WASHINGTON DC (Jan. 23, 2013) – Actress Jenn Gotzon, whose career broke after portraying President Nixon’s First Daughter Tricia Nixon in a small role in 2009 Academy Award Nominated Best Film “Frost/Nixon,” is set to grace the real Nation’s Capital, a four-year President’s term later, screening the first of her seven films she stars in to release 2013, “Doonby.”

Cast as the love interest opp. “The Dukes of Hazzard” heartthrob John Schneider in the British writer/director Peter Mackenzie film, Gotzon plays the wild leading lady, who’s both smitten with and suspicious of the chivalry, heroism and seeming omnipresence of her town’s newest resident, Sam Doonby.

“Jenn Gotzon reveals character with an extraordinary emotional range better than almost anyone in Hollywood today!” states Dr. Ted Baehr, critic and founder of top family film review site Movieguide.
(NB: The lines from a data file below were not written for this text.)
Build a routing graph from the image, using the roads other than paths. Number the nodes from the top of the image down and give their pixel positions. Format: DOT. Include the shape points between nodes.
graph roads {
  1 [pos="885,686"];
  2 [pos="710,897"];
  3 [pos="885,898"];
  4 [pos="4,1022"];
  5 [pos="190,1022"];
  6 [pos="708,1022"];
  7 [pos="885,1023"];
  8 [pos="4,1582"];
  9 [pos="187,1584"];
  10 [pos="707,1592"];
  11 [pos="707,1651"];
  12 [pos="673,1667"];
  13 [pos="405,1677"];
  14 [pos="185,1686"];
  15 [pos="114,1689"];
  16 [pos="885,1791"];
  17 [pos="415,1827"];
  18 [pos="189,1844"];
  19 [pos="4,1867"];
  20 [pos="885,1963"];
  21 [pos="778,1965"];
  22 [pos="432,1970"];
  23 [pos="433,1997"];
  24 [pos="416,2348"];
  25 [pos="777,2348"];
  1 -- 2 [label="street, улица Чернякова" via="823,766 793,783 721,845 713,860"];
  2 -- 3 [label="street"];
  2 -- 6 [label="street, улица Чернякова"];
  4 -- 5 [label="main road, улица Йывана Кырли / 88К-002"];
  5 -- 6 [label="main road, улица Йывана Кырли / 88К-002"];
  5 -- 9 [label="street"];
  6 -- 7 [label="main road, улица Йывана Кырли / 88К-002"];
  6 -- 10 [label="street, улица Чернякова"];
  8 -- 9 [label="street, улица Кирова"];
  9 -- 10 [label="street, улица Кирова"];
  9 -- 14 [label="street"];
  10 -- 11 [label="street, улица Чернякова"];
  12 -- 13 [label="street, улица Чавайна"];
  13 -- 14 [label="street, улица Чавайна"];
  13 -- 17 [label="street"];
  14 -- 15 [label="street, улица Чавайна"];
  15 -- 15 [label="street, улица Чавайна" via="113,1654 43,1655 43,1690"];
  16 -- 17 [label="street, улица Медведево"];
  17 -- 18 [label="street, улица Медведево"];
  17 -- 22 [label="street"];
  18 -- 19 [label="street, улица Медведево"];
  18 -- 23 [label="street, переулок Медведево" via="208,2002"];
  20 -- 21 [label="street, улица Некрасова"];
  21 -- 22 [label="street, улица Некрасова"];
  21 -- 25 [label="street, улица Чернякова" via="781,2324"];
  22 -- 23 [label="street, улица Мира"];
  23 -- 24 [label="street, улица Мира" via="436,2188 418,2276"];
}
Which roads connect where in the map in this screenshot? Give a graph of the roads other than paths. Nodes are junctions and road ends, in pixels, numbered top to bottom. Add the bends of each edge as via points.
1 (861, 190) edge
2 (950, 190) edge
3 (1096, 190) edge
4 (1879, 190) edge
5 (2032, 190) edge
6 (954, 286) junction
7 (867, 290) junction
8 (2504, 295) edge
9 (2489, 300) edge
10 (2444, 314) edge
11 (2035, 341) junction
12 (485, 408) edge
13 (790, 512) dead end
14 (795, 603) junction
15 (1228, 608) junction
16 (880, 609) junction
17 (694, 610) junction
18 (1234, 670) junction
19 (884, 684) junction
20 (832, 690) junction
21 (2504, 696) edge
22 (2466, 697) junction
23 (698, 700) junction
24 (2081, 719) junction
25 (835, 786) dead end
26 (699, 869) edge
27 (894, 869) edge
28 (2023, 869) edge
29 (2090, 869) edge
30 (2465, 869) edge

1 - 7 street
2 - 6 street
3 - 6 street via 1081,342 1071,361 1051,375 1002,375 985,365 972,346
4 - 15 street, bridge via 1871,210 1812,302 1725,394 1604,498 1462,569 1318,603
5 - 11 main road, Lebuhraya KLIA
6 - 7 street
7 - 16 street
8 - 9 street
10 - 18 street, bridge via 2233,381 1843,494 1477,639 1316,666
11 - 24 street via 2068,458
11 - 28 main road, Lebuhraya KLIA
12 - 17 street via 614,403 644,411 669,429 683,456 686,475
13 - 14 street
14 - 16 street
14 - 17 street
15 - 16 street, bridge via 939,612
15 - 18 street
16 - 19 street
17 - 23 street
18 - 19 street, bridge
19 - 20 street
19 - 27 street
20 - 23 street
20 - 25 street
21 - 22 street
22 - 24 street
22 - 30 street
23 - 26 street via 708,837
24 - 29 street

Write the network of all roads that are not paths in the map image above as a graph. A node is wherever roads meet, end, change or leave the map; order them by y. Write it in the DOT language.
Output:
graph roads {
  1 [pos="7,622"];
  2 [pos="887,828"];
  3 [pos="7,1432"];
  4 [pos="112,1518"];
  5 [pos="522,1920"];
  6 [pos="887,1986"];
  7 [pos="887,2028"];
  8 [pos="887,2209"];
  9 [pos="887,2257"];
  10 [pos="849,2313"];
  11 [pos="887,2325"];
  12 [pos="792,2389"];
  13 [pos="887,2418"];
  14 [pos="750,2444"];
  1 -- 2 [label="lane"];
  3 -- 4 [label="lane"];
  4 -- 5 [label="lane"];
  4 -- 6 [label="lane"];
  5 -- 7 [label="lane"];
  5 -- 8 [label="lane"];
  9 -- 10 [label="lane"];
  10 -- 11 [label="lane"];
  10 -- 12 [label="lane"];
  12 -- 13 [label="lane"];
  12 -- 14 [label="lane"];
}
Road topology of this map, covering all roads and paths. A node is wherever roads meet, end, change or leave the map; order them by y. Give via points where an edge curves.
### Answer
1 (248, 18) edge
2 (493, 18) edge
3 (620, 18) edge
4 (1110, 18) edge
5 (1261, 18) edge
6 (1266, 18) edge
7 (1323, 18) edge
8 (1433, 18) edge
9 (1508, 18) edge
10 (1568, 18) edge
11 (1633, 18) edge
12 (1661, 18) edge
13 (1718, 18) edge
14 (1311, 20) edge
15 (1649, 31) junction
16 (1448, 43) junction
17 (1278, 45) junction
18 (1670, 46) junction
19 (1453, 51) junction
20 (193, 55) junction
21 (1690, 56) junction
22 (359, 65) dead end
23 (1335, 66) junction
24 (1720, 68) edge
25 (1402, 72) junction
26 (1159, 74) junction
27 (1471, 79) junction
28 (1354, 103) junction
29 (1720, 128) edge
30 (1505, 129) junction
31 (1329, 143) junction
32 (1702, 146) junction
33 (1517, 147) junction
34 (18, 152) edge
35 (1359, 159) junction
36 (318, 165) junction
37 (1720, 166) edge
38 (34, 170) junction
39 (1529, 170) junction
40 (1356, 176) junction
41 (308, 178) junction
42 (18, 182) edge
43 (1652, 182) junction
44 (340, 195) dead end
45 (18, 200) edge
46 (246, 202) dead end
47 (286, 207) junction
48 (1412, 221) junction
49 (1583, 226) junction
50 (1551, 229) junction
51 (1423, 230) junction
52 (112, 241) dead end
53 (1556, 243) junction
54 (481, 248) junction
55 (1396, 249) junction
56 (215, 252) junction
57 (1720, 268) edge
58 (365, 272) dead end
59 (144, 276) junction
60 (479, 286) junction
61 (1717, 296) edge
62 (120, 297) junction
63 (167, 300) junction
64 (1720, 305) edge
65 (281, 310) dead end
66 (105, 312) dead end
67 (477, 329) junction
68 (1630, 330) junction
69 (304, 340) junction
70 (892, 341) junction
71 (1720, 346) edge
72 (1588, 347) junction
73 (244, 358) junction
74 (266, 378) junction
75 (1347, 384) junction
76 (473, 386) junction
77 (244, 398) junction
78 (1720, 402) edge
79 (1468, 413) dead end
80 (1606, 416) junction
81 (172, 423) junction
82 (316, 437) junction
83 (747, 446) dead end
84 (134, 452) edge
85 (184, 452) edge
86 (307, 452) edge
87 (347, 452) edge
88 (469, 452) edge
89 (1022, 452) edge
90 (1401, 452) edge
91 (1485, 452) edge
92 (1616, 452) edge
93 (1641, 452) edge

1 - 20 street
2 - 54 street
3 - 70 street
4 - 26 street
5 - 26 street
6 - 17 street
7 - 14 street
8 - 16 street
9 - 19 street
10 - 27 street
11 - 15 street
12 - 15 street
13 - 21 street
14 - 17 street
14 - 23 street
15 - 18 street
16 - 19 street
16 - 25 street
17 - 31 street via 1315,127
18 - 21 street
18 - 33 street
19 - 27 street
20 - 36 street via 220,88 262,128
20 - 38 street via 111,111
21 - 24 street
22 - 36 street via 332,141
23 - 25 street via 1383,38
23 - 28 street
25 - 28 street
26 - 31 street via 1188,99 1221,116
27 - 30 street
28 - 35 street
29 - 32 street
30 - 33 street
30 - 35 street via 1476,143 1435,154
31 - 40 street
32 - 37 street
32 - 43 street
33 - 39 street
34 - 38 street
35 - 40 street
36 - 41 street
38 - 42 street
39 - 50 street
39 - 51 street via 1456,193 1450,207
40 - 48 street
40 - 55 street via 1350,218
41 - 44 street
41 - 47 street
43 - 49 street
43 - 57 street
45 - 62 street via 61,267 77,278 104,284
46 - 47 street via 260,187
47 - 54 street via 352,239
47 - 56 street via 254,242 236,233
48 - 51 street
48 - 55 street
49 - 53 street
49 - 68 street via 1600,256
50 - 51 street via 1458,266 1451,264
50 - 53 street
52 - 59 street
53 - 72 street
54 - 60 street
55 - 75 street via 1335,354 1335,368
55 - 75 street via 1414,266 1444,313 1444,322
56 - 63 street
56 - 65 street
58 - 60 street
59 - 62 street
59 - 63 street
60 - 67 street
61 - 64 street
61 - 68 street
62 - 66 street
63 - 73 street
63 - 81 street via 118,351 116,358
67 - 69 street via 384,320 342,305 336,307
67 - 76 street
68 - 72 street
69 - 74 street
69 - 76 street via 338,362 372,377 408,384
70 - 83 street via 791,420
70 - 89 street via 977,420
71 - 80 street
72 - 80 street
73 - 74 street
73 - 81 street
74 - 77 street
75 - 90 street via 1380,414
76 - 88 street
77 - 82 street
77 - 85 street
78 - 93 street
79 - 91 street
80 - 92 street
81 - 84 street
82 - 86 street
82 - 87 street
The mystery movie praised by Vatican’s L’Osservatore Romano states, “Doonby is a moving and thought-provoking psychological thriller…that will linger in your mind and obsess your consciousness”. The theme is pertinent to the debates of morality in our nation helping impact people’s choices in a positive manner. Within the film, a cameo role by Norma McCorvey (“Jane Roe” of Roe v. Wade) making “Doonby” courageous to show in the Nation’s Capital during the March for Life’s 39th Anniversary. Both free film showings, Jan 24, 7pm at Landmark E Street Cinema, 555 11th Street NW and Jan 25, 4p at (Marriott) Residence Inn 333 E Street SW. Washington DC, are sponsored by NET TV, a new television station broadcasting uplifting movies through Verizon Fios Video on Demand in over 18 cities nationwide. “Doonby” actors Jenn Gotzon and Joe Estevez (host of NET TV’s Faith Film Festival) will be in attendance along with film’s director Peter Mackenzie and associate producer Steve Doherty.

Gotzon speaks up as a role model through her motivational program “Inspiring Audiences” to schools, churches and festivals across the country. Doherty manages her outreach program. She states, “With all the hopelessness and shootings, there’s an underlying root of destruction that is heartbreaking to our nation, our world. I seek films to work on that give back to humanity,” which is a core principal behind NET TV, where Gotzon, as of 2013, heralds as their spokesperson.

Scheduled for theatrical release this April, Gotzon plays a historical character in French & Indian War drama “Alone Yet Not Alone.” This spring, Gotzon’s slated to film family-action movie “Wheeler” with Jennifer Hudson, cowboy western “Gold Revenge” and Savannah based thriller “Sinking Sand.”